* [What is needed]
Word for word, retype each record shown below.

Stored items
+++
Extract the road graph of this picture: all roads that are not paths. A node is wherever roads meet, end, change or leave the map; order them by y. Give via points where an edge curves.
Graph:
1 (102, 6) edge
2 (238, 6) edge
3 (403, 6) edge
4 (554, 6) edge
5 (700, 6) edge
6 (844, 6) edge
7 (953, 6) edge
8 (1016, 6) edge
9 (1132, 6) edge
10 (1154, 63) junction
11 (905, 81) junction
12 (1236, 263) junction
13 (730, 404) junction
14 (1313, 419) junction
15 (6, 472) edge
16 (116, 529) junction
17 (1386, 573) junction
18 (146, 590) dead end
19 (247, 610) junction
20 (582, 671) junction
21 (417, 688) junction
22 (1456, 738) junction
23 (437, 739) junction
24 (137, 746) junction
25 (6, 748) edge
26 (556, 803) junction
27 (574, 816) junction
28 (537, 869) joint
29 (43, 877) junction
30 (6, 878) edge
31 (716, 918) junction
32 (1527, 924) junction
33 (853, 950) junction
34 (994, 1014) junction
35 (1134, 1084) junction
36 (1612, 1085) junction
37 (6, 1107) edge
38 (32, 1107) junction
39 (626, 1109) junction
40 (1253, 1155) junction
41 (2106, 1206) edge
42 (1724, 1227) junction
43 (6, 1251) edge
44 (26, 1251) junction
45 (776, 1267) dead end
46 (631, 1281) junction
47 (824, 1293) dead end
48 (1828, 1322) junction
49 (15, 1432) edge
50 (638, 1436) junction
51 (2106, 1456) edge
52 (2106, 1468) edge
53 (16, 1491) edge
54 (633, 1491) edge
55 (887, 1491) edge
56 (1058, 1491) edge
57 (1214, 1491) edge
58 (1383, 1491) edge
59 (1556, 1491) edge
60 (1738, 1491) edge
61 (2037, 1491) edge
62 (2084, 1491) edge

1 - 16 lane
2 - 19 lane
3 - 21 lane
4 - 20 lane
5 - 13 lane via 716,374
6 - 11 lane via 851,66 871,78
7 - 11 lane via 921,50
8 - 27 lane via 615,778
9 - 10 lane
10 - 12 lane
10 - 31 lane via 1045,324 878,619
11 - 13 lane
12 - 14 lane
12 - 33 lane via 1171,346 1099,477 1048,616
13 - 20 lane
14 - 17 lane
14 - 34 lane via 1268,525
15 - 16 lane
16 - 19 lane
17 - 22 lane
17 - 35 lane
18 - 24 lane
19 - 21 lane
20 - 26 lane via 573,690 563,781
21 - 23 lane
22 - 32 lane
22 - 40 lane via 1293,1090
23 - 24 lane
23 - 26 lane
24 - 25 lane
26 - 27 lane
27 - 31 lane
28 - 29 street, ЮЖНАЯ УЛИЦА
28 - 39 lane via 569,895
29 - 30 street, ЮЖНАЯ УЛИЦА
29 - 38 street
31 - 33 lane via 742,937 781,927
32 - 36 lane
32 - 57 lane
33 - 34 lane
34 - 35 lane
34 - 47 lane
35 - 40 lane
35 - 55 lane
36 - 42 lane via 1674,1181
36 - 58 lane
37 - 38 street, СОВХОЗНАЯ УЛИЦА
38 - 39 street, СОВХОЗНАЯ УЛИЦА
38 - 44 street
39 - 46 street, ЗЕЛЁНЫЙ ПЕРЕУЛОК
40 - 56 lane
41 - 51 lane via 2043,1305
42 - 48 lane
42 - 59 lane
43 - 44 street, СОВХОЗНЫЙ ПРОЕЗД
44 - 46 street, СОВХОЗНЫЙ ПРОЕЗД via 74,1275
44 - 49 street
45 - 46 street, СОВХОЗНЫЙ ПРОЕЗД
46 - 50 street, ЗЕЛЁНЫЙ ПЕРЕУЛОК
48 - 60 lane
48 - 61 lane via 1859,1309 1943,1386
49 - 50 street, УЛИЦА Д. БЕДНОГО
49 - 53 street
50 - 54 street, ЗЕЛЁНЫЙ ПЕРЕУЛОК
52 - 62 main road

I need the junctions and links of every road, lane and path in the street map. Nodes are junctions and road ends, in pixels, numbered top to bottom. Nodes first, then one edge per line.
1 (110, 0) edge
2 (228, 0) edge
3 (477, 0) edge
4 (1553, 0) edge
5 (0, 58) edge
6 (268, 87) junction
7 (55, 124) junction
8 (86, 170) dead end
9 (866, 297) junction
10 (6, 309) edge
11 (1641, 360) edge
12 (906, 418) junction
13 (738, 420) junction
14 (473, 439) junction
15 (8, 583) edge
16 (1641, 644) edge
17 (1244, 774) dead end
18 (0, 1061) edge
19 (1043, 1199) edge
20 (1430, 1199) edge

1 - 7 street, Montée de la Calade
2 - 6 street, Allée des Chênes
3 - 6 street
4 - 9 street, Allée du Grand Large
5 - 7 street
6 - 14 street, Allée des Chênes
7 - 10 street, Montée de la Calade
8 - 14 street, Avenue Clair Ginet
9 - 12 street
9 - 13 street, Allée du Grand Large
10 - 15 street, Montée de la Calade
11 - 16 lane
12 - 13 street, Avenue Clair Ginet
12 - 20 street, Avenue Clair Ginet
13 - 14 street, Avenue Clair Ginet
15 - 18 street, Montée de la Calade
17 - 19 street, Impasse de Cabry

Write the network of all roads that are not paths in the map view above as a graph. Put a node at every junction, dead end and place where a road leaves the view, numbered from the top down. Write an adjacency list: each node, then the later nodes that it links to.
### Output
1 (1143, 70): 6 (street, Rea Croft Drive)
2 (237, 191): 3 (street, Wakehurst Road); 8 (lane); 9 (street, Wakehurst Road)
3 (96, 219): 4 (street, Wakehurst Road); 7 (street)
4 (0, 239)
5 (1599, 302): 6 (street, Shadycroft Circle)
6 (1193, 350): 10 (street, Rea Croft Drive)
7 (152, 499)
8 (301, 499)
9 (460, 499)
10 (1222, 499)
+++
* [Response to this exercise]
Extract the road graph of this picture: all roads that are not paths. A node is wherever roads meet, end, change or leave the map; order them by y. Give via points where an edge curves.
Graph:
1 (102, 6) edge
2 (238, 6) edge
3 (403, 6) edge
4 (554, 6) edge
5 (700, 6) edge
6 (844, 6) edge
7 (953, 6) edge
8 (1016, 6) edge
9 (1132, 6) edge
10 (1154, 63) junction
11 (905, 81) junction
12 (1236, 263) junction
13 (730, 404) junction
14 (1313, 419) junction
15 (6, 472) edge
16 (116, 529) junction
17 (1386, 573) junction
18 (146, 590) dead end
19 (247, 610) junction
20 (582, 671) junction
21 (417, 688) junction
22 (1456, 738) junction
23 (437, 739) junction
24 (137, 746) junction
25 (6, 748) edge
26 (556, 803) junction
27 (574, 816) junction
28 (537, 869) joint
29 (43, 877) junction
30 (6, 878) edge
31 (716, 918) junction
32 (1527, 924) junction
33 (853, 950) junction
34 (994, 1014) junction
35 (1134, 1084) junction
36 (1612, 1085) junction
37 (6, 1107) edge
38 (32, 1107) junction
39 (626, 1109) junction
40 (1253, 1155) junction
41 (2106, 1206) edge
42 (1724, 1227) junction
43 (6, 1251) edge
44 (26, 1251) junction
45 (776, 1267) dead end
46 (631, 1281) junction
47 (824, 1293) dead end
48 (1828, 1322) junction
49 (15, 1432) edge
50 (638, 1436) junction
51 (2106, 1456) edge
52 (2106, 1468) edge
53 (16, 1491) edge
54 (633, 1491) edge
55 (887, 1491) edge
56 (1058, 1491) edge
57 (1214, 1491) edge
58 (1383, 1491) edge
59 (1556, 1491) edge
60 (1738, 1491) edge
61 (2037, 1491) edge
62 (2084, 1491) edge

1 - 16 lane
2 - 19 lane
3 - 21 lane
4 - 20 lane
5 - 13 lane via 716,374
6 - 11 lane via 851,66 871,78
7 - 11 lane via 921,50
8 - 27 lane via 615,778
9 - 10 lane
10 - 12 lane
10 - 31 lane via 1045,324 878,619
11 - 13 lane
12 - 14 lane
12 - 33 lane via 1171,346 1099,477 1048,616
13 - 20 lane
14 - 17 lane
14 - 34 lane via 1268,525
15 - 16 lane
16 - 19 lane
17 - 22 lane
17 - 35 lane
18 - 24 lane
19 - 21 lane
20 - 26 lane via 573,690 563,781
21 - 23 lane
22 - 32 lane
22 - 40 lane via 1293,1090
23 - 24 lane
23 - 26 lane
24 - 25 lane
26 - 27 lane
27 - 31 lane
28 - 29 street, ЮЖНАЯ УЛИЦА
28 - 39 lane via 569,895
29 - 30 street, ЮЖНАЯ УЛИЦА
29 - 38 street
31 - 33 lane via 742,937 781,927
32 - 36 lane
32 - 57 lane
33 - 34 lane
34 - 35 lane
34 - 47 lane
35 - 40 lane
35 - 55 lane
36 - 42 lane via 1674,1181
36 - 58 lane
37 - 38 street, СОВХОЗНАЯ УЛИЦА
38 - 39 street, СОВХОЗНАЯ УЛИЦА
38 - 44 street
39 - 46 street, ЗЕЛЁНЫЙ ПЕРЕУЛОК
40 - 56 lane
41 - 51 lane via 2043,1305
42 - 48 lane
42 - 59 lane
43 - 44 street, СОВХОЗНЫЙ ПРОЕЗД
44 - 46 street, СОВХОЗНЫЙ ПРОЕЗД via 74,1275
44 - 49 street
45 - 46 street, СОВХОЗНЫЙ ПРОЕЗД
46 - 50 street, ЗЕЛЁНЫЙ ПЕРЕУЛОК
48 - 60 lane
48 - 61 lane via 1859,1309 1943,1386
49 - 50 street, УЛИЦА Д. БЕДНОГО
49 - 53 street
50 - 54 street, ЗЕЛЁНЫЙ ПЕРЕУЛОК
52 - 62 main road

I need the junctions and links of every road, lane and path in the street map. Nodes are junctions and road ends, in pixels, numbered top to bottom. Nodes first, then one edge per line.
1 (110, 0) edge
2 (228, 0) edge
3 (477, 0) edge
4 (1553, 0) edge
5 (0, 58) edge
6 (268, 87) junction
7 (55, 124) junction
8 (86, 170) dead end
9 (866, 297) junction
10 (6, 309) edge
11 (1641, 360) edge
12 (906, 418) junction
13 (738, 420) junction
14 (473, 439) junction
15 (8, 583) edge
16 (1641, 644) edge
17 (1244, 774) dead end
18 (0, 1061) edge
19 (1043, 1199) edge
20 (1430, 1199) edge

1 - 7 street, Montée de la Calade
2 - 6 street, Allée des Chênes
3 - 6 street
4 - 9 street, Allée du Grand Large
5 - 7 street
6 - 14 street, Allée des Chênes
7 - 10 street, Montée de la Calade
8 - 14 street, Avenue Clair Ginet
9 - 12 street
9 - 13 street, Allée du Grand Large
10 - 15 street, Montée de la Calade
11 - 16 lane
12 - 13 street, Avenue Clair Ginet
12 - 20 street, Avenue Clair Ginet
13 - 14 street, Avenue Clair Ginet
15 - 18 street, Montée de la Calade
17 - 19 street, Impasse de Cabry

Write the network of all roads that are not paths in the map view above as a graph. Put a node at every junction, dead end and place where a road leaves the view, numbered from the top down. Write an adjacency list: each node, then the later nodes that it links to.
### Output
1 (1143, 70): 6 (street, Rea Croft Drive)
2 (237, 191): 3 (street, Wakehurst Road); 8 (lane); 9 (street, Wakehurst Road)
3 (96, 219): 4 (street, Wakehurst Road); 7 (street)
4 (0, 239)
5 (1599, 302): 6 (street, Shadycroft Circle)
6 (1193, 350): 10 (street, Rea Croft Drive)
7 (152, 499)
8 (301, 499)
9 (460, 499)
10 (1222, 499)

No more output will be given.